[Material to process — start]
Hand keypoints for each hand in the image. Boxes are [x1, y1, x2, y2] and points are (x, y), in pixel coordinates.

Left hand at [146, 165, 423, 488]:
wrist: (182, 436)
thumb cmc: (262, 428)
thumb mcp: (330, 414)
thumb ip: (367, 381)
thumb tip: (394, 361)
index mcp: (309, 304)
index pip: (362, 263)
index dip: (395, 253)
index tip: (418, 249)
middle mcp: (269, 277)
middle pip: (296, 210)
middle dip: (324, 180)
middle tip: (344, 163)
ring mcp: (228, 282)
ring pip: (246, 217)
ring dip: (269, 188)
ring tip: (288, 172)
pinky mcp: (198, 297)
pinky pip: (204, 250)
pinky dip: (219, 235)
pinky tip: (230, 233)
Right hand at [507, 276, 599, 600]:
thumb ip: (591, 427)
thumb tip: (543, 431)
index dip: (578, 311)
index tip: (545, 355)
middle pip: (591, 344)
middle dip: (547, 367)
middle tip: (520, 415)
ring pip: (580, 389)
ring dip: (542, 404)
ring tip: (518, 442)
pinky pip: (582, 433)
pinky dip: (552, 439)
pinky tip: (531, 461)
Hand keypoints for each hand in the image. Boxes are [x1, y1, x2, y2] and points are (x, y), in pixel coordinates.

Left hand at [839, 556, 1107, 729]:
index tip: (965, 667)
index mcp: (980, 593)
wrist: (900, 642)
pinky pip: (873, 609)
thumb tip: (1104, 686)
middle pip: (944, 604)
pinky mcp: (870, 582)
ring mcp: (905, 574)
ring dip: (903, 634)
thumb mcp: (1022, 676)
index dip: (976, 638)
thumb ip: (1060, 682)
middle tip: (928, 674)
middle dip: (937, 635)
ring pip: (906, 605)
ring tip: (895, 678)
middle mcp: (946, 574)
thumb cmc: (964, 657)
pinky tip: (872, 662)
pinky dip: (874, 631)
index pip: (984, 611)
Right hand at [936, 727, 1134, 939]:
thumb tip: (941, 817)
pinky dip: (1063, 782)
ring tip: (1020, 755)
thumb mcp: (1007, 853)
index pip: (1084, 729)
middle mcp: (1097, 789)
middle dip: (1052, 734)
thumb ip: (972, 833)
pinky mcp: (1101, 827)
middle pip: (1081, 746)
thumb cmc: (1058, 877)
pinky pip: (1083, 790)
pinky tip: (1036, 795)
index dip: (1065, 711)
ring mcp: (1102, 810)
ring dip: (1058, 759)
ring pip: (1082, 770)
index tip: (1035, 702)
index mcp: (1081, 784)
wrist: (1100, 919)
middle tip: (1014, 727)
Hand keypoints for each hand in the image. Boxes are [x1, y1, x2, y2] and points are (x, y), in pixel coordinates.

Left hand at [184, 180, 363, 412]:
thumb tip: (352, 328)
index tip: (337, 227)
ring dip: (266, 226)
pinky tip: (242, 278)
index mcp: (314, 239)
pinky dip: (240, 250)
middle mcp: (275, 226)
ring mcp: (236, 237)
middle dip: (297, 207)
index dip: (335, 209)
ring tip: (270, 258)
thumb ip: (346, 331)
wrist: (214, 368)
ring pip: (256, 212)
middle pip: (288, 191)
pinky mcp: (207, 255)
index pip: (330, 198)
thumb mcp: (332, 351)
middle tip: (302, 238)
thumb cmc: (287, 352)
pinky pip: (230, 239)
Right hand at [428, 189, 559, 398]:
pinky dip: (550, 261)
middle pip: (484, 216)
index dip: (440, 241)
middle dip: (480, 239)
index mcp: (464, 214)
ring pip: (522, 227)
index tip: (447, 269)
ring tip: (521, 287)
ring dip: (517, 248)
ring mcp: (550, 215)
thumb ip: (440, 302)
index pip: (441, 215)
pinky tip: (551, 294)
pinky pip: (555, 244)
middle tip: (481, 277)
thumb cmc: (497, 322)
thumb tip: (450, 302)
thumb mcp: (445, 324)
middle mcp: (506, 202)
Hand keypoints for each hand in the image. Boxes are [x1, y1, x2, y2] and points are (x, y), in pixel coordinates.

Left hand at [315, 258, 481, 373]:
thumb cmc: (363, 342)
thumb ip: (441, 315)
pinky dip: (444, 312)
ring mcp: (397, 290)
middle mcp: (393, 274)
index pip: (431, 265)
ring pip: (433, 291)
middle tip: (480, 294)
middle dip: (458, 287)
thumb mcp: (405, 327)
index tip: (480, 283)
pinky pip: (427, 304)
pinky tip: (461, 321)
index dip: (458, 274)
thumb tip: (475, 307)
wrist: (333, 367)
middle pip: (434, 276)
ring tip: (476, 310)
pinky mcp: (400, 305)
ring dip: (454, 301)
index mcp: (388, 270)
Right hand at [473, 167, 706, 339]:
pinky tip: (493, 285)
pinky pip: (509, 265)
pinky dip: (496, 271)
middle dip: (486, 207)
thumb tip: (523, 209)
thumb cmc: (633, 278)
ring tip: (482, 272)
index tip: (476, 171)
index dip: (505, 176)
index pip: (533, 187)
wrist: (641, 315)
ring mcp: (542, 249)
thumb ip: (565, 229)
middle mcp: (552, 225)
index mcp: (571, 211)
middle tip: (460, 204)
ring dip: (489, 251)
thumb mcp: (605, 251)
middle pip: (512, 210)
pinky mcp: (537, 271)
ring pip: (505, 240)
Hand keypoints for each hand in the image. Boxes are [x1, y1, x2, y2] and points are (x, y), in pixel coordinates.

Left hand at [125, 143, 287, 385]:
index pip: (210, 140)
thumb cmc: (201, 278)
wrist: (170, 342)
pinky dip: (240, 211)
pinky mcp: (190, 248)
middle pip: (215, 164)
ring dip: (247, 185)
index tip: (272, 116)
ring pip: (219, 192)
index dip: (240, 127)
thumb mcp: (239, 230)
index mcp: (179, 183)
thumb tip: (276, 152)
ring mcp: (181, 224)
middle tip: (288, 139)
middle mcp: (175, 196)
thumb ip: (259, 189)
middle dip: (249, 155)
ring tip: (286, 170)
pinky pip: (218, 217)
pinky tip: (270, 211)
[Material to process — finish]
> Your assignment
The lines to copy run from the start of the records above through the line holding "pinky tip: (242, 278)"; give them exactly, both ends included, and nothing else.

> Final answer
Hand keypoints for each hand in the image. Boxes are [x1, y1, x2, y2] and points are (x, y), in pixel coordinates.

Left hand at [146, 165, 423, 488]:
wrist: (182, 436)
thumb cmc: (262, 428)
thumb mcp: (330, 414)
thumb ip: (367, 381)
thumb tip: (394, 361)
index mcp: (309, 304)
index pip: (362, 263)
index dip: (395, 253)
index tip: (418, 249)
middle mcp: (269, 277)
middle pip: (296, 210)
middle dip: (324, 180)
middle tip: (344, 163)
ring mcp: (228, 282)
ring pip: (246, 217)
ring dip: (269, 188)
ring tip: (288, 172)
pinky mcp: (198, 297)
pinky pip: (204, 250)
pinky dip: (219, 235)
pinky tip: (230, 233)
Right hand at [507, 276, 599, 600]:
thumb ip: (591, 427)
thumb tip: (543, 431)
index dip: (578, 311)
index tip: (545, 355)
middle pip: (591, 344)
middle dip: (547, 367)
middle tip: (520, 415)
ring pip: (580, 389)
ring dip: (542, 404)
ring tip: (518, 442)
pinky pip: (582, 433)
pinky dip: (552, 439)
pinky tip: (531, 461)
Hand keypoints for each hand in the image. Boxes are [x1, y1, x2, y2] and points are (x, y), in pixel coordinates.

Left hand at [839, 556, 1107, 729]:
index tip: (965, 667)
index mcp: (980, 593)
wrist: (900, 642)
pinky pip: (873, 609)
thumb tip: (1104, 686)
middle pip: (944, 604)
pinky mcp: (870, 582)
ring mcp: (905, 574)
ring dip: (903, 634)
thumb mcp: (1022, 676)
index dip: (976, 638)
thumb ip: (1060, 682)
middle tip: (928, 674)
middle dip: (937, 635)
ring pip: (906, 605)
ring tip: (895, 678)
middle mcp: (946, 574)
thumb cmc: (964, 657)
pinky tip: (872, 662)
pinky dip: (874, 631)
index pip: (984, 611)
Right hand at [936, 727, 1134, 939]:
thumb tip: (941, 817)
pinky dip: (1063, 782)
ring tip: (1020, 755)
thumb mcp: (1007, 853)
index pip: (1084, 729)
middle mcp: (1097, 789)
middle dip: (1052, 734)
thumb ip: (972, 833)
pinky mcp: (1101, 827)
middle pip: (1081, 746)
thumb cmc: (1058, 877)
pinky pip: (1083, 790)
pinky tip: (1036, 795)
index dip: (1065, 711)
ring mcp: (1102, 810)
ring dip: (1058, 759)
ring pip: (1082, 770)
index tip: (1035, 702)
index mcp: (1081, 784)
wrist: (1100, 919)
middle tip: (1014, 727)
Hand keypoints for each hand in the image. Boxes are [x1, y1, x2, y2] and points are (x, y), in pixel coordinates.

Left hand at [184, 180, 363, 412]:
thumb tip: (352, 328)
index tip: (337, 227)
ring dip: (266, 226)
pinky tip: (242, 278)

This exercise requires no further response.